* _TASK INSTRUCTIONS_
The reply should be a single number: the count of lines below that contain the word "Branch".

********

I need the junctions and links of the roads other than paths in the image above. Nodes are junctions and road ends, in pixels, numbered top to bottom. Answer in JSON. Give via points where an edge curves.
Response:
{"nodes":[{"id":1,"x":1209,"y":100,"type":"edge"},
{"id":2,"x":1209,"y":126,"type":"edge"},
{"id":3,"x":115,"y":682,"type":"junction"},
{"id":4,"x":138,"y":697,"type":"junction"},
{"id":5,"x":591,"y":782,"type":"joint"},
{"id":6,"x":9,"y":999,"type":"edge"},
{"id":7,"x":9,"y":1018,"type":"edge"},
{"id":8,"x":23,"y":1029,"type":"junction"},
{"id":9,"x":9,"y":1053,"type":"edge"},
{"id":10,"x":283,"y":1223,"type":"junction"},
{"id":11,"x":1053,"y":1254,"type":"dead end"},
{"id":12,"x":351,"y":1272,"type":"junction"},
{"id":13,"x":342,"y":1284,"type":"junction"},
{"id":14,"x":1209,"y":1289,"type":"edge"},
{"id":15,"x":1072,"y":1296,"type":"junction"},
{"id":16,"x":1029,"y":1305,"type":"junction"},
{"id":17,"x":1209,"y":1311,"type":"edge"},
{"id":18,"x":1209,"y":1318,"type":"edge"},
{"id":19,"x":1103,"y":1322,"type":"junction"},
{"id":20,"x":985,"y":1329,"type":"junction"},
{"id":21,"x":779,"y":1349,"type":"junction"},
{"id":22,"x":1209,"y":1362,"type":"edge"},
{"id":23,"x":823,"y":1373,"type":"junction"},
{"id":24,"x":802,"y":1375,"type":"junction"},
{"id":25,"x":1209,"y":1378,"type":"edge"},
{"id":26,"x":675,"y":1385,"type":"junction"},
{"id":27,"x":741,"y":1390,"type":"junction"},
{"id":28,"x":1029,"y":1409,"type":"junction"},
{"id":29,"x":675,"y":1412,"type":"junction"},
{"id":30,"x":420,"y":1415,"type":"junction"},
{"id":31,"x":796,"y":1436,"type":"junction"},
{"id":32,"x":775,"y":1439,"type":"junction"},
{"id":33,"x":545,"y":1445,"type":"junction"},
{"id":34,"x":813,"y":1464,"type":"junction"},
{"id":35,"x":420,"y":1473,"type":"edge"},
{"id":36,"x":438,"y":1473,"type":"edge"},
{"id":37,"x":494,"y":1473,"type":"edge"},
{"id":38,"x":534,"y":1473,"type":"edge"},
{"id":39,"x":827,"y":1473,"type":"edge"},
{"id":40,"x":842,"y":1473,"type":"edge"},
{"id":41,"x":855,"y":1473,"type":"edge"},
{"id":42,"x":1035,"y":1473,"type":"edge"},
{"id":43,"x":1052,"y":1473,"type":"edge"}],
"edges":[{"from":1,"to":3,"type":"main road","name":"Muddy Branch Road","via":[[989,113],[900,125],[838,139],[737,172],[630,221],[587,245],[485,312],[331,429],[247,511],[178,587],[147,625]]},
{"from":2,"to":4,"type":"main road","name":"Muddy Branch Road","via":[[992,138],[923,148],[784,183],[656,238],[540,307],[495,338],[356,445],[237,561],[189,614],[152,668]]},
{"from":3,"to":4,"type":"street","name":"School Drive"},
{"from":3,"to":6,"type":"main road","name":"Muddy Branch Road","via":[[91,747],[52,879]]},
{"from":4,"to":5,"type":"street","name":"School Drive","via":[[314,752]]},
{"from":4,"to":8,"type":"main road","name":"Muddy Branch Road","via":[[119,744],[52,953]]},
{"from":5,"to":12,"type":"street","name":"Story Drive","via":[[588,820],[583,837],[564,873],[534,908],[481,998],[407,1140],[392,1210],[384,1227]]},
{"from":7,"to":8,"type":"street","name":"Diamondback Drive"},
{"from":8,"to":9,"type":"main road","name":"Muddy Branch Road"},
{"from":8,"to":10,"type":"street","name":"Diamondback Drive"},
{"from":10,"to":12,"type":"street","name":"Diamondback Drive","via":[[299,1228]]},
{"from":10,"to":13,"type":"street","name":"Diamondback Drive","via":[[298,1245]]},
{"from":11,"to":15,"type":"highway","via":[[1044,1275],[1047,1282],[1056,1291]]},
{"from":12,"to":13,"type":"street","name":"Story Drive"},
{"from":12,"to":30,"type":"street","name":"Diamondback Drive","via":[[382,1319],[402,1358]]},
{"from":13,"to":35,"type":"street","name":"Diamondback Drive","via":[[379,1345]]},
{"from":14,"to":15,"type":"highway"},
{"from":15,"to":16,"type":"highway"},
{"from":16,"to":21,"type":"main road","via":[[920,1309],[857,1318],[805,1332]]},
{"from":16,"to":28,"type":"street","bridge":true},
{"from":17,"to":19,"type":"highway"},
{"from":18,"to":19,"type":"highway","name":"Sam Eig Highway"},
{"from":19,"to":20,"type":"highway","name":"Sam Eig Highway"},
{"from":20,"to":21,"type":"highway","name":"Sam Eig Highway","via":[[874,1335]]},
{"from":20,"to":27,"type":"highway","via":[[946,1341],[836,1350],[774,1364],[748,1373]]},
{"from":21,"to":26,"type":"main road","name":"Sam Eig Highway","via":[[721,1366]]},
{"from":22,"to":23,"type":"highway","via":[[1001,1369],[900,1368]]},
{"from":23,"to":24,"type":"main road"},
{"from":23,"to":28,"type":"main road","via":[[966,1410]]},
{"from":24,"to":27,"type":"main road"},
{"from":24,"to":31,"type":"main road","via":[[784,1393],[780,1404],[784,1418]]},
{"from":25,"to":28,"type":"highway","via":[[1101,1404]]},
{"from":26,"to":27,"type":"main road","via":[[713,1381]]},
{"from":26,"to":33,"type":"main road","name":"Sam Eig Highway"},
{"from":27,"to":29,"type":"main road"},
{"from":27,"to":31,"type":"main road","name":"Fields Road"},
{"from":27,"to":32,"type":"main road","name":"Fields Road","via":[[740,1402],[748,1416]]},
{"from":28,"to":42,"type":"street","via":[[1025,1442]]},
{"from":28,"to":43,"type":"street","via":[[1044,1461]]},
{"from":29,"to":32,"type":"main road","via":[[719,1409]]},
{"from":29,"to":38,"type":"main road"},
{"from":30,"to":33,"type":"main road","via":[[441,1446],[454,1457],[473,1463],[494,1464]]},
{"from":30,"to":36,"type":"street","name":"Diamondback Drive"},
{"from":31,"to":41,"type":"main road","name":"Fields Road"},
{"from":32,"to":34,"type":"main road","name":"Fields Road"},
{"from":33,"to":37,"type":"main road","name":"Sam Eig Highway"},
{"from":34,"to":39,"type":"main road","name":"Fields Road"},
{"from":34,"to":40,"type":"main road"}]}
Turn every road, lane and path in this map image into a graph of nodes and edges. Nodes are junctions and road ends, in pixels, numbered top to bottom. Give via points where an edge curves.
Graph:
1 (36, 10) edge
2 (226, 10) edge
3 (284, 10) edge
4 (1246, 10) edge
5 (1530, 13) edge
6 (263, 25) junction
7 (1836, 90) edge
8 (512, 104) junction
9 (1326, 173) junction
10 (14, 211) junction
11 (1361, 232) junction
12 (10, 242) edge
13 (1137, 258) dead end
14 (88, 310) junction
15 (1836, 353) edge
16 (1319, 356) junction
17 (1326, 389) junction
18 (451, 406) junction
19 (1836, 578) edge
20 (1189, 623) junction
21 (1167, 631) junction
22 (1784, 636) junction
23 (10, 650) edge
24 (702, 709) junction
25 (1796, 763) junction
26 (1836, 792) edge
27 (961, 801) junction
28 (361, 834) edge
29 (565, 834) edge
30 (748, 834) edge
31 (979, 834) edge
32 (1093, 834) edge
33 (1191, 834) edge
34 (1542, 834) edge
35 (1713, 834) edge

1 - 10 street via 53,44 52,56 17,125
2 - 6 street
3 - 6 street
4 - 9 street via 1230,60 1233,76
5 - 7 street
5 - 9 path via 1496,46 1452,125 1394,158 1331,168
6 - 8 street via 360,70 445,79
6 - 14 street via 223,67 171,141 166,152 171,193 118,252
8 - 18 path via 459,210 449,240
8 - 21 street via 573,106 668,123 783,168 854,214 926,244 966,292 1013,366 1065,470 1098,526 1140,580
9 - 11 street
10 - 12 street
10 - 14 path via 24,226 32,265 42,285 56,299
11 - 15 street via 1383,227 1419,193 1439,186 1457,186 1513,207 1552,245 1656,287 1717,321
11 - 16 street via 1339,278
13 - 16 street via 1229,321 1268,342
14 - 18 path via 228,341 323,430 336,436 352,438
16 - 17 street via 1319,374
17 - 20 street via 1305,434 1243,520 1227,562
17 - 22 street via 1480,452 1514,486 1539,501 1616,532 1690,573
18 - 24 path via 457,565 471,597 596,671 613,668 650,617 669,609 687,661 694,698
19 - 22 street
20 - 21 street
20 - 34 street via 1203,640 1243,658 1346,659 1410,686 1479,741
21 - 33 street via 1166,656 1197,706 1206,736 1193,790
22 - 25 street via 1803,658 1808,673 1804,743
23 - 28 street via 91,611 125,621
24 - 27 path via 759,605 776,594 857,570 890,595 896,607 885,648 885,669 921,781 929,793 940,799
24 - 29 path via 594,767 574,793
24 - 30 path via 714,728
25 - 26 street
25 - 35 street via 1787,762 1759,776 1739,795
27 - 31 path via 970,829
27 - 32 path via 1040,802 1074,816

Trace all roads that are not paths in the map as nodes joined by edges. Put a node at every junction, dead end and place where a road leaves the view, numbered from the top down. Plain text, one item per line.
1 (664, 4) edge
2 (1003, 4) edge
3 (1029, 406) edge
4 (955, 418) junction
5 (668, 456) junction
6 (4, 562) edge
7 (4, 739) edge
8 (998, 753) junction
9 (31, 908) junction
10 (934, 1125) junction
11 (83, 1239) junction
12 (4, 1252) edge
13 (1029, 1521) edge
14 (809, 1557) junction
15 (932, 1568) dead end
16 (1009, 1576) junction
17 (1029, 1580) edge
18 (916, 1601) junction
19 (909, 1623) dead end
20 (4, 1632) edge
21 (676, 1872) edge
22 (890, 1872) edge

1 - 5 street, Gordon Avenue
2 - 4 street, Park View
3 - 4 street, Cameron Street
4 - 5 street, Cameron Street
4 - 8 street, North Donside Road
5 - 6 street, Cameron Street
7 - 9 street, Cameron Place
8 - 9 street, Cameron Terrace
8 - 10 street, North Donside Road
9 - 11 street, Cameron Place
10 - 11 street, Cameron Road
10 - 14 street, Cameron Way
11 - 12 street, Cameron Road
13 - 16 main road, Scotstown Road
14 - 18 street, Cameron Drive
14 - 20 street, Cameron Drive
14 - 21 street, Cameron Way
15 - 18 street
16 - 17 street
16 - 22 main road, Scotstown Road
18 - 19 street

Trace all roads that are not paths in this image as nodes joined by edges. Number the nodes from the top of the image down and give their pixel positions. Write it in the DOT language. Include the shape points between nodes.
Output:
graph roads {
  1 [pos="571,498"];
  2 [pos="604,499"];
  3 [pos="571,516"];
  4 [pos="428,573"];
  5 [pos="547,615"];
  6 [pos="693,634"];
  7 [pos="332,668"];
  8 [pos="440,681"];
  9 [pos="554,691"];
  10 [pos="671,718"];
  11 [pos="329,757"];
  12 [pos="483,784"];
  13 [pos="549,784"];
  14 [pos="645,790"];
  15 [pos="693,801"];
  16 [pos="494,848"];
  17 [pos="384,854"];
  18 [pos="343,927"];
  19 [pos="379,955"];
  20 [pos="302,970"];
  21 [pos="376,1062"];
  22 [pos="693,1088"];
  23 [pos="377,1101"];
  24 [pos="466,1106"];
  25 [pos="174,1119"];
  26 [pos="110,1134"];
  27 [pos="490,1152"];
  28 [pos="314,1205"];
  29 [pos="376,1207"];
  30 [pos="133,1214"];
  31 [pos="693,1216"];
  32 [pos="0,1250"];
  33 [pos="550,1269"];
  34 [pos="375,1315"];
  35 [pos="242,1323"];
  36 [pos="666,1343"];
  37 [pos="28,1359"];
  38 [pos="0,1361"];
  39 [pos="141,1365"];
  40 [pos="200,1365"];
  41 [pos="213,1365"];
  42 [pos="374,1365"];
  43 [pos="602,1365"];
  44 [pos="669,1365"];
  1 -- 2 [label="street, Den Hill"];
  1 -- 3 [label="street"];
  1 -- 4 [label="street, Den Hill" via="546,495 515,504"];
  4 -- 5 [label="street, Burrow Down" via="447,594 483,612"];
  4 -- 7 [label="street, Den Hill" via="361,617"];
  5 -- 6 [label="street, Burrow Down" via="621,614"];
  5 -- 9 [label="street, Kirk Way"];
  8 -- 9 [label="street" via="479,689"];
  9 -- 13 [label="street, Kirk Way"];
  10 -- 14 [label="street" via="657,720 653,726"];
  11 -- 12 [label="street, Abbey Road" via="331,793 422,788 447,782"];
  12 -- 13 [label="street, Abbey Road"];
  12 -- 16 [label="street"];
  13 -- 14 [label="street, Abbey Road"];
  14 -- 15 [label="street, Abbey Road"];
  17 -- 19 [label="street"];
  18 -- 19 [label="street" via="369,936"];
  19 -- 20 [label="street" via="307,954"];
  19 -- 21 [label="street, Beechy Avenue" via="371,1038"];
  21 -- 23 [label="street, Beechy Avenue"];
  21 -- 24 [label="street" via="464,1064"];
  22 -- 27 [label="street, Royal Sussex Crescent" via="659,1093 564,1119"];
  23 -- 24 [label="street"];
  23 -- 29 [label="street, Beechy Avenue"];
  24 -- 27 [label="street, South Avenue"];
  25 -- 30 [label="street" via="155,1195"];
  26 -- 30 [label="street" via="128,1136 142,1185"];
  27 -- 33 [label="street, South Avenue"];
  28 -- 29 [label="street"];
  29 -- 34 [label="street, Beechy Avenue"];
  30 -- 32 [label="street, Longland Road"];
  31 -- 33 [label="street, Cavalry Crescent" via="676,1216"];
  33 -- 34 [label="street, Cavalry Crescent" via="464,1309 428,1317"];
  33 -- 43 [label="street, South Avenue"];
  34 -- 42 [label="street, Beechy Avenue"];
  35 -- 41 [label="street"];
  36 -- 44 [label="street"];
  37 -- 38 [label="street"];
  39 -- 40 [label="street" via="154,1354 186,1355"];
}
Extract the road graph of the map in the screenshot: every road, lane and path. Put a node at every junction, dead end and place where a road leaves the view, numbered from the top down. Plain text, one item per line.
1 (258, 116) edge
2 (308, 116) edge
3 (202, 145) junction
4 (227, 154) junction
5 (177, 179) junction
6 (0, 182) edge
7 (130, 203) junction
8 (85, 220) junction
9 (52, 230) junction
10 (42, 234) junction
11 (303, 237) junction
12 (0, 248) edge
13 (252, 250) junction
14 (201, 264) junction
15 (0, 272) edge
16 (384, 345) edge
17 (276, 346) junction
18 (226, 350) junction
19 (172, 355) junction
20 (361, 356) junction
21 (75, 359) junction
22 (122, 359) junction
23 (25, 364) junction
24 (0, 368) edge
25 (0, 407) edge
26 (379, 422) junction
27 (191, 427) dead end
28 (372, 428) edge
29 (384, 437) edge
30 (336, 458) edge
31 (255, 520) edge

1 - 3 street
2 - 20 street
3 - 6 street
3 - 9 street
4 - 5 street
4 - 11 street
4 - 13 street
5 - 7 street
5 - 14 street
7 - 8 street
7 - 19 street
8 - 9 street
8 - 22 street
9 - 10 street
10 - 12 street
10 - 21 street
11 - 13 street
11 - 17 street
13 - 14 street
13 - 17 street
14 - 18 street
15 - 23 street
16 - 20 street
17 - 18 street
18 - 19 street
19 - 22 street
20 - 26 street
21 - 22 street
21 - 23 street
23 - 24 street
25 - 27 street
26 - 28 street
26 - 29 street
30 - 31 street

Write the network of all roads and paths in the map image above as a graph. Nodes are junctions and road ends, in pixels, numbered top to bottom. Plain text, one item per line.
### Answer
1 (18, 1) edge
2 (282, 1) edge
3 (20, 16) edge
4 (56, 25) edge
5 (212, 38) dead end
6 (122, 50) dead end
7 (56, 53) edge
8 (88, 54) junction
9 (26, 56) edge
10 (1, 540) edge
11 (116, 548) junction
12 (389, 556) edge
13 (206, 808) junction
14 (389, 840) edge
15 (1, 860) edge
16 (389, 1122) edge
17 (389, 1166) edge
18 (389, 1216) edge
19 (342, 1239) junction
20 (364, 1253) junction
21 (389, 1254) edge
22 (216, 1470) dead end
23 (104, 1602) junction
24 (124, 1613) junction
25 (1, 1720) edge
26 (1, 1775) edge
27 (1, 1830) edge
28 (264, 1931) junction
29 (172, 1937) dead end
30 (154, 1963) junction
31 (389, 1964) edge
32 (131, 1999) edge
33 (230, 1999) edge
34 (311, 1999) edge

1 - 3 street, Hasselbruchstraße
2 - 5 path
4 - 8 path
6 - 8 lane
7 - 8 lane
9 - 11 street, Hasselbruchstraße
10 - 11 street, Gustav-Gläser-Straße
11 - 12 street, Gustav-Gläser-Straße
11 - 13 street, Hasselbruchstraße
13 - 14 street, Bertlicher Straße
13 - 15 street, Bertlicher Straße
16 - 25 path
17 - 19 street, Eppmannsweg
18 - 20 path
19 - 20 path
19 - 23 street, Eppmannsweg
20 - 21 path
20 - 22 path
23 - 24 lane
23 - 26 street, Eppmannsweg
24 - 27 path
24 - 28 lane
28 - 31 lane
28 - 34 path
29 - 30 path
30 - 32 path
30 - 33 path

********

* _ANSWER BOX_
5